Agnieszka Malinowska1, Alicja Dębska-Ślizień1
DOI: 10.5603/rdatf.99149
Renal Disease and Transplantation Forum 2024;17(1):11-18.

Abstract

The COVID-19 pandemic has left an indelible mark on global healthcare systems, with over 760 million infections and nearly 7 million deaths reported since December 2019. This review delves into the profound impact of COVID-19 on kidney transplant recipients (KTRs), focusing on the pathophysiology of COVID-19-related acute kidney injury (AKI) and the long-term consequences for graft function.
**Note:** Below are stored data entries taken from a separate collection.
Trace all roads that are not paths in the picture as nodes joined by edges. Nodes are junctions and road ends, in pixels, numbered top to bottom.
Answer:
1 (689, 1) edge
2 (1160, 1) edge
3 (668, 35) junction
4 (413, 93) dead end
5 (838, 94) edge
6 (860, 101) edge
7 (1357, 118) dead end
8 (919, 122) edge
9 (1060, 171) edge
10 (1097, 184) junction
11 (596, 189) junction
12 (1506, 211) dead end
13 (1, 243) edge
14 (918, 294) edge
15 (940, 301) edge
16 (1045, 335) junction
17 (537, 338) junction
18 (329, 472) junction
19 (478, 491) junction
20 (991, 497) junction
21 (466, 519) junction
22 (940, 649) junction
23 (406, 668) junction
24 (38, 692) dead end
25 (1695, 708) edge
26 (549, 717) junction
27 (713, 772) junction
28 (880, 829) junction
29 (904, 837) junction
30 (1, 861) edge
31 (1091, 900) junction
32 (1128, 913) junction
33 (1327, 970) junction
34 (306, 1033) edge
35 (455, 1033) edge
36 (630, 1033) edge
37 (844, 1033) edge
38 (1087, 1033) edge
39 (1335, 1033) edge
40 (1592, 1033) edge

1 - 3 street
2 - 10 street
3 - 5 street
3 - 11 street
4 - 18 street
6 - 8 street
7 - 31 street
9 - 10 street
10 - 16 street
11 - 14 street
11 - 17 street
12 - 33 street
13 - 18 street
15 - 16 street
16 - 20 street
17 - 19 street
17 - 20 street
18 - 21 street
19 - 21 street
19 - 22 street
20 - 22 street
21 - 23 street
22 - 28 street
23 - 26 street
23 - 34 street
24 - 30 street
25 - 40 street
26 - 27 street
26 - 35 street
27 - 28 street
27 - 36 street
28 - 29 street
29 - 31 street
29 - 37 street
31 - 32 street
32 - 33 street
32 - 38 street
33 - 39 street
Renal involvement in COVID-19 is frequent, with AKI reported in up to 36.6% of hospitalized patients, carrying an increased risk in those admitted to the ICU and associated with higher mortality. Kidney transplant recipients, in particular, face heightened risks, with AKI present in 64% of admissions, leading to a mortality rate of 20% in hospitalized patients and 50% in ICU admissions. The multifactorial pathogenesis involves direct viral invasion, systemic inflammatory response, and potential nephrotoxic effects of supportive therapies. Kidney biopsy findings reveal acute tubular necrosis, glomerulonephritis, and renal thrombotic microangiopathy as common occurrences. Acute graft rejection is a significant concern, with evidence suggesting an increased frequency in patients with preexisting donor-specific antibodies. Long-term consequences on graft function are still under study, but available data suggest stable graft function in most recipients at a 6-month follow-up. Vaccination has shown safety for organ transplant recipients, with no reported rejection episodes post-booster vaccination. In conclusion, the lessons learned from the COVID-19 pandemic underscore the necessity of ongoing research to understand the long-term implications for kidney transplant recipients. These insights will inform future practices, therapeutic interventions, and immunosuppressive strategies in the face of similar infectious disease outbreaks.